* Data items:
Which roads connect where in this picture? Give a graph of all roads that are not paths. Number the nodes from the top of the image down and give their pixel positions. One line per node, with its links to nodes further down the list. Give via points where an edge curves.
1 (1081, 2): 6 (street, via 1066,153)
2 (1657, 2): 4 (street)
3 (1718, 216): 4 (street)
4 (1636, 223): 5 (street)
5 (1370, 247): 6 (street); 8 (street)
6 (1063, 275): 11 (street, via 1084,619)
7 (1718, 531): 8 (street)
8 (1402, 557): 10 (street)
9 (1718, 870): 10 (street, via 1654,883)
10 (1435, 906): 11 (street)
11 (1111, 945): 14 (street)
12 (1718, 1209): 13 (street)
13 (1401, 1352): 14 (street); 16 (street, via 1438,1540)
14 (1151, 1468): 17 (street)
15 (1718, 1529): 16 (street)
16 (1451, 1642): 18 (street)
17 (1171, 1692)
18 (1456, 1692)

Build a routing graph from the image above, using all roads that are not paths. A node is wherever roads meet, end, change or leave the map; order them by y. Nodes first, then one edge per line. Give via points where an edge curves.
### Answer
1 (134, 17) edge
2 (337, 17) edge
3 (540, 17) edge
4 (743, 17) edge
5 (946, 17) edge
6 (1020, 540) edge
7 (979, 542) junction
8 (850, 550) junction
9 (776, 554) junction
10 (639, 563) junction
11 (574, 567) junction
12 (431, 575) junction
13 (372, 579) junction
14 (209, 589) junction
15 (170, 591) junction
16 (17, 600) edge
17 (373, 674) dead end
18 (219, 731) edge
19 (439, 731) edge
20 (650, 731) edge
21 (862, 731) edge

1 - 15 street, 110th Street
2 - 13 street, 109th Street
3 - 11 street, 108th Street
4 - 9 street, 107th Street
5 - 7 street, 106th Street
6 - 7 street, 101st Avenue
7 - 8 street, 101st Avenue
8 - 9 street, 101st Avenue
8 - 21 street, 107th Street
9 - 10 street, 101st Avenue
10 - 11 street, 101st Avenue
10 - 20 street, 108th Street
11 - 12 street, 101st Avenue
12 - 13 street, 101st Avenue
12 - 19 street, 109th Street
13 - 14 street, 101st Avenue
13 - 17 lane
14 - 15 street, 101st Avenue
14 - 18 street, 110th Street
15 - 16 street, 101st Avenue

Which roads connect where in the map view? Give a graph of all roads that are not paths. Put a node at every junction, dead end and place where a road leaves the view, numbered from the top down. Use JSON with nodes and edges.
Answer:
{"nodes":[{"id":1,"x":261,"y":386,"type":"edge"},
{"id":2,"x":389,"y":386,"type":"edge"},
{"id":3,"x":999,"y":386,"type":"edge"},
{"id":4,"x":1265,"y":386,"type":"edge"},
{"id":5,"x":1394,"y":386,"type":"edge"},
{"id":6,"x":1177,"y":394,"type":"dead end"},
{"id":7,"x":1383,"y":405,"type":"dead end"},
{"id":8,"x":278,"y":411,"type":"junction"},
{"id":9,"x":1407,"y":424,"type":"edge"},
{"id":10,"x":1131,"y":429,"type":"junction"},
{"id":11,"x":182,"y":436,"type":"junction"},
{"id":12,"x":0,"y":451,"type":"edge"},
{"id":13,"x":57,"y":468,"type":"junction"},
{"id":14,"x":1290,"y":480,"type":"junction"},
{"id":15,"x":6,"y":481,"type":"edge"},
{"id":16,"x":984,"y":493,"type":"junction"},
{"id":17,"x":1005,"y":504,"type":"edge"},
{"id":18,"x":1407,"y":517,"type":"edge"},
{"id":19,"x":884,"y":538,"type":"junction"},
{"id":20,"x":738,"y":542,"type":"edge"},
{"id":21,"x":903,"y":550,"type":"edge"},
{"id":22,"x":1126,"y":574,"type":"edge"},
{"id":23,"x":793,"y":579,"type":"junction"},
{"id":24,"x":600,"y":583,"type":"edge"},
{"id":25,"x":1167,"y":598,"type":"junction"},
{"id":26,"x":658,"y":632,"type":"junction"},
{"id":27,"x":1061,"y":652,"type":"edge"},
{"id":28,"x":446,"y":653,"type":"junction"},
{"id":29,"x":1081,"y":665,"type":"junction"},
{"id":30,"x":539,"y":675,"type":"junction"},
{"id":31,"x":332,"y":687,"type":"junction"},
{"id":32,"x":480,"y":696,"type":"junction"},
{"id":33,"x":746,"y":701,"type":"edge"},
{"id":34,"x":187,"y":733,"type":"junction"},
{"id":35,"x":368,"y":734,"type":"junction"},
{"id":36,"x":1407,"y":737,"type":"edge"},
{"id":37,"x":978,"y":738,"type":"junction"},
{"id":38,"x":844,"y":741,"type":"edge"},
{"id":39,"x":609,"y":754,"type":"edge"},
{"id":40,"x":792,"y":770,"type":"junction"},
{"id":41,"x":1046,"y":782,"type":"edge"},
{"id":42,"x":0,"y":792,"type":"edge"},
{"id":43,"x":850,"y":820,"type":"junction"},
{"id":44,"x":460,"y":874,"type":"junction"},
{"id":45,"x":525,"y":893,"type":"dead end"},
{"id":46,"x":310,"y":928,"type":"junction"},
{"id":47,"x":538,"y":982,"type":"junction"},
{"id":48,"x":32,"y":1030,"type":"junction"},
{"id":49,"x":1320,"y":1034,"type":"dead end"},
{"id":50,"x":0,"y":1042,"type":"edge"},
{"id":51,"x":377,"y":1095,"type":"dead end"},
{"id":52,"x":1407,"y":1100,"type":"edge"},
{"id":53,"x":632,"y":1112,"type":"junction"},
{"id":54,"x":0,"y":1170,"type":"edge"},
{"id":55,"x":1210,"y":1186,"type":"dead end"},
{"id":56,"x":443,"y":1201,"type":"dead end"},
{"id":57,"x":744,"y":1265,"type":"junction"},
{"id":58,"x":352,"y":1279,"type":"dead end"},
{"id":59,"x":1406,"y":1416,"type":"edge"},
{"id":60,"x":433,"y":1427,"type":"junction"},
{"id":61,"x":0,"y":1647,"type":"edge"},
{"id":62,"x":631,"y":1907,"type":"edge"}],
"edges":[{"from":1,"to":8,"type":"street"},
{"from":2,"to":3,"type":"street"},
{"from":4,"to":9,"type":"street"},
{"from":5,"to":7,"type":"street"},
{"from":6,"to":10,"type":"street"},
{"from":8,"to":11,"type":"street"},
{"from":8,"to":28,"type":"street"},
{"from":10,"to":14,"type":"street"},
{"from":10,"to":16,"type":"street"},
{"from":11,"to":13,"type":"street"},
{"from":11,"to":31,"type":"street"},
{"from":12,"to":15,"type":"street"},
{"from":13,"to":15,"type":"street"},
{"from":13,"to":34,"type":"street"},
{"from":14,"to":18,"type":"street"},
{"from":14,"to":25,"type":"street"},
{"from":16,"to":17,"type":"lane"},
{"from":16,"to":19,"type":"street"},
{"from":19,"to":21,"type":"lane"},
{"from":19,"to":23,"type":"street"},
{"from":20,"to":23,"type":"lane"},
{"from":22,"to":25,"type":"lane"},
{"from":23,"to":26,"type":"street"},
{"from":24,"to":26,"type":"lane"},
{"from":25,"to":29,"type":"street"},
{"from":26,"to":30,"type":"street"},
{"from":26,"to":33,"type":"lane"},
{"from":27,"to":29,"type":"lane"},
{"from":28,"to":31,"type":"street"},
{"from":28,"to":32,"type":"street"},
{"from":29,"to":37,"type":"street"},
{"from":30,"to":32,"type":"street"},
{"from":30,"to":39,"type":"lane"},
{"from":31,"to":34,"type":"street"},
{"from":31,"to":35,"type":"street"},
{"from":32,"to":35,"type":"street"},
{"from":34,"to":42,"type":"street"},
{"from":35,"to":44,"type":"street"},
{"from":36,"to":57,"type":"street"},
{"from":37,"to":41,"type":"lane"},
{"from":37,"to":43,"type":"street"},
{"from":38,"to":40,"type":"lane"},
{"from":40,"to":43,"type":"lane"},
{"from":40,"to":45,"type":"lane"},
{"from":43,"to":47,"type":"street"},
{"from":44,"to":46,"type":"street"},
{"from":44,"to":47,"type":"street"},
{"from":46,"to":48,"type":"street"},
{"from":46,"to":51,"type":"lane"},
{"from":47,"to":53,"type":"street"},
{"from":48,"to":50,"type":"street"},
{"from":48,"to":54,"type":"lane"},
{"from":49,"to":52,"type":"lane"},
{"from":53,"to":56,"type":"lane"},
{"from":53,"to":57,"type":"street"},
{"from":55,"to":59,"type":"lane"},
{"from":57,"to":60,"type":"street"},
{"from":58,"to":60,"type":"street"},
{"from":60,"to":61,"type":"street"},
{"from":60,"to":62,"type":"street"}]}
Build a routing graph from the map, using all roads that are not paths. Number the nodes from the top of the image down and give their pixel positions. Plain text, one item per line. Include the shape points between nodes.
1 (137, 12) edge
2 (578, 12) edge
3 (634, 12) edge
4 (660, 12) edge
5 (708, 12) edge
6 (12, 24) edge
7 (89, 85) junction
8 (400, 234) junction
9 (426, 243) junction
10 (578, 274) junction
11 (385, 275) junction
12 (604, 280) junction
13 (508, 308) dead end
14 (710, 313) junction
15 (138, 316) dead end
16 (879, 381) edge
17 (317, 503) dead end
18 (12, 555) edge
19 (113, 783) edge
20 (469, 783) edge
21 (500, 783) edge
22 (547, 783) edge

* EXERCISE REQUIREMENTS: Please report how many lines in the records above contain the word "down", and give nothing but the number.

* SOLUTION FOR THIS EXERCISE: 3